## To do
Look for "paths" in every line of the listing. Copy the lines that have it.
• • • • • • •
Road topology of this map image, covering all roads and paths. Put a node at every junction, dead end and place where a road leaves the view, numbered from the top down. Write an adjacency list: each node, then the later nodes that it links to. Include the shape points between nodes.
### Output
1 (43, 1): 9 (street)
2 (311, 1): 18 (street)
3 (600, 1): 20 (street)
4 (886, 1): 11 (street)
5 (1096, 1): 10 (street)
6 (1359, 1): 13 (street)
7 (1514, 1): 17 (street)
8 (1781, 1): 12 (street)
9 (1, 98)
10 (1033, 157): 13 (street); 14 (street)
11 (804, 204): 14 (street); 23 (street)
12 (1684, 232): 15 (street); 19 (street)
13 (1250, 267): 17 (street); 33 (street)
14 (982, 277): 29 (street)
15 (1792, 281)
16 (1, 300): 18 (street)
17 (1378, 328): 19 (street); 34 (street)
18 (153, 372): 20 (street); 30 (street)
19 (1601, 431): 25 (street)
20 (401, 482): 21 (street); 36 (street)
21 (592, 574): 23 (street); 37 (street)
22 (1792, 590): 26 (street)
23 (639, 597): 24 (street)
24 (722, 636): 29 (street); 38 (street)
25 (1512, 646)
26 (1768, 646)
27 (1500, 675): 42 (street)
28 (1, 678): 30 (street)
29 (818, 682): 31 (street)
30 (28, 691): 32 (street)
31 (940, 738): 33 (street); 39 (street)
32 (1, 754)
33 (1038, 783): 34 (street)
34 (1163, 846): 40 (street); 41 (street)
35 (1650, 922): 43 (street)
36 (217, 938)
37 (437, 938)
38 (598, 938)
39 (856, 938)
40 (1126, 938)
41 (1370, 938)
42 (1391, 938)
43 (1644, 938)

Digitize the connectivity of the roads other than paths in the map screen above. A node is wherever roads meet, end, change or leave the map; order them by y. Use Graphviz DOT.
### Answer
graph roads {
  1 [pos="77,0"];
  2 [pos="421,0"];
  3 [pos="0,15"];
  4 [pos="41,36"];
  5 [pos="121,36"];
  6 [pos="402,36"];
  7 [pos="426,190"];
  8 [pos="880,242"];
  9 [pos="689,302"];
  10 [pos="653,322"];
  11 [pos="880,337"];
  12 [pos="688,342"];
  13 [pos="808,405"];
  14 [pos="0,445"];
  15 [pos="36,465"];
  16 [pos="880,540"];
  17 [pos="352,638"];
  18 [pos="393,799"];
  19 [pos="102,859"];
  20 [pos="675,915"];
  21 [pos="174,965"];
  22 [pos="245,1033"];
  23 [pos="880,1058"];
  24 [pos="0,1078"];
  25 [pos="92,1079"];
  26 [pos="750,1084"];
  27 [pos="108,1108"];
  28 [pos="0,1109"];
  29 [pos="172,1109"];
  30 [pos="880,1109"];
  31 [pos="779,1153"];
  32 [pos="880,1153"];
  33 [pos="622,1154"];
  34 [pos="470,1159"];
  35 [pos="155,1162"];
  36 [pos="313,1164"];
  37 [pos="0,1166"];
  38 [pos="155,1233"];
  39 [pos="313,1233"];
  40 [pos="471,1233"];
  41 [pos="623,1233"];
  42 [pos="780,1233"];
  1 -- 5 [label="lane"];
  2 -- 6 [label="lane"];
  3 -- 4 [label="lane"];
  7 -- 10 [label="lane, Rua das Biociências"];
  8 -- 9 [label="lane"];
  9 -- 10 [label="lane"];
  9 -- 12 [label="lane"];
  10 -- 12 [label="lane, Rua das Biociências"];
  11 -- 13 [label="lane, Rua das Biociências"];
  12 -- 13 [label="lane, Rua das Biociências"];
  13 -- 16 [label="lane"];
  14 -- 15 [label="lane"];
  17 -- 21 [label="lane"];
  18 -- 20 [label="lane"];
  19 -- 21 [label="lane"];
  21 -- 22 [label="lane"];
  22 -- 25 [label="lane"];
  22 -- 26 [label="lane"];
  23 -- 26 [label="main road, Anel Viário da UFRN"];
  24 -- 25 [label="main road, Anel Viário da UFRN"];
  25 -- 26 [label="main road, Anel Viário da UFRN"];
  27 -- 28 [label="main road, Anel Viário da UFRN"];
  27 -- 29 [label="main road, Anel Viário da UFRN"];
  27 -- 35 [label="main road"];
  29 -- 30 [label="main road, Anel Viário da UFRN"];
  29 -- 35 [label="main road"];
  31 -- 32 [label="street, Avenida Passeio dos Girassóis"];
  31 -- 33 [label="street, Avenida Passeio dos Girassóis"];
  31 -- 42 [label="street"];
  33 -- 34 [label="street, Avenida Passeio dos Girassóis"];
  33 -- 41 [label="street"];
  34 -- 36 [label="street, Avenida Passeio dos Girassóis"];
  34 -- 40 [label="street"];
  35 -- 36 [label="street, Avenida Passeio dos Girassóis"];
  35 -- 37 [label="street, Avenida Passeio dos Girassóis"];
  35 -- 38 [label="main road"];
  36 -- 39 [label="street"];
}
• • • • • • •
## Problem solution
Road topology of this map image, covering all roads and paths. Put a node at every junction, dead end and place where a road leaves the view, numbered from the top down. Write an adjacency list: each node, then the later nodes that it links to. Include the shape points between nodes.
Digitize the connectivity of the roads other than paths in the map screen above. A node is wherever roads meet, end, change or leave the map; order them by y. Use Graphviz DOT.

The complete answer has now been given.